**Stored data entries**
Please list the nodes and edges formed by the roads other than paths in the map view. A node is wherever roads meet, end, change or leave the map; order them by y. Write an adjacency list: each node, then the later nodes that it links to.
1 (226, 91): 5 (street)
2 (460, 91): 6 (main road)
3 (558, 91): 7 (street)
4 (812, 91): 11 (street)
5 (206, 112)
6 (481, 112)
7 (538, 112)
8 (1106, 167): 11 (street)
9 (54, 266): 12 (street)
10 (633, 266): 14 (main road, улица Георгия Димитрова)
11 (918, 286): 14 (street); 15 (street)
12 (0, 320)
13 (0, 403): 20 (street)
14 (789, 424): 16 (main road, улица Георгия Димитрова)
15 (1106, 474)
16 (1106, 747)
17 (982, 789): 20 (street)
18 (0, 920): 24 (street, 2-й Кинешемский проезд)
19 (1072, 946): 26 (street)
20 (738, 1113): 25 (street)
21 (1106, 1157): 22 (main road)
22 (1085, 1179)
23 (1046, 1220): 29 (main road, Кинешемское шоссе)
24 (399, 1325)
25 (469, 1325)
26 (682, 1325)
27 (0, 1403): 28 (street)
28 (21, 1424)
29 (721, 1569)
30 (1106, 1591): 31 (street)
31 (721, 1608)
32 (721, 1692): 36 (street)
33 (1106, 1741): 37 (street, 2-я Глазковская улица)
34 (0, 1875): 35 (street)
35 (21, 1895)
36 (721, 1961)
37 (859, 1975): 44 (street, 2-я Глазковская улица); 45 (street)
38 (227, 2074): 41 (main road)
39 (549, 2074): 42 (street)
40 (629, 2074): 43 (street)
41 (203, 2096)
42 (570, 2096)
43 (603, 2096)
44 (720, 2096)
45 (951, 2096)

**PROBLEM STATEMENT**
Show all lines above holding the word "улица".

**RESPONSE**
10 (633, 266): 14 (main road, улица Георгия Димитрова)
14 (789, 424): 16 (main road, улица Георгия Димитрова)
33 (1106, 1741): 37 (street, 2-я Глазковская улица)
37 (859, 1975): 44 (street, 2-я Глазковская улица); 45 (street)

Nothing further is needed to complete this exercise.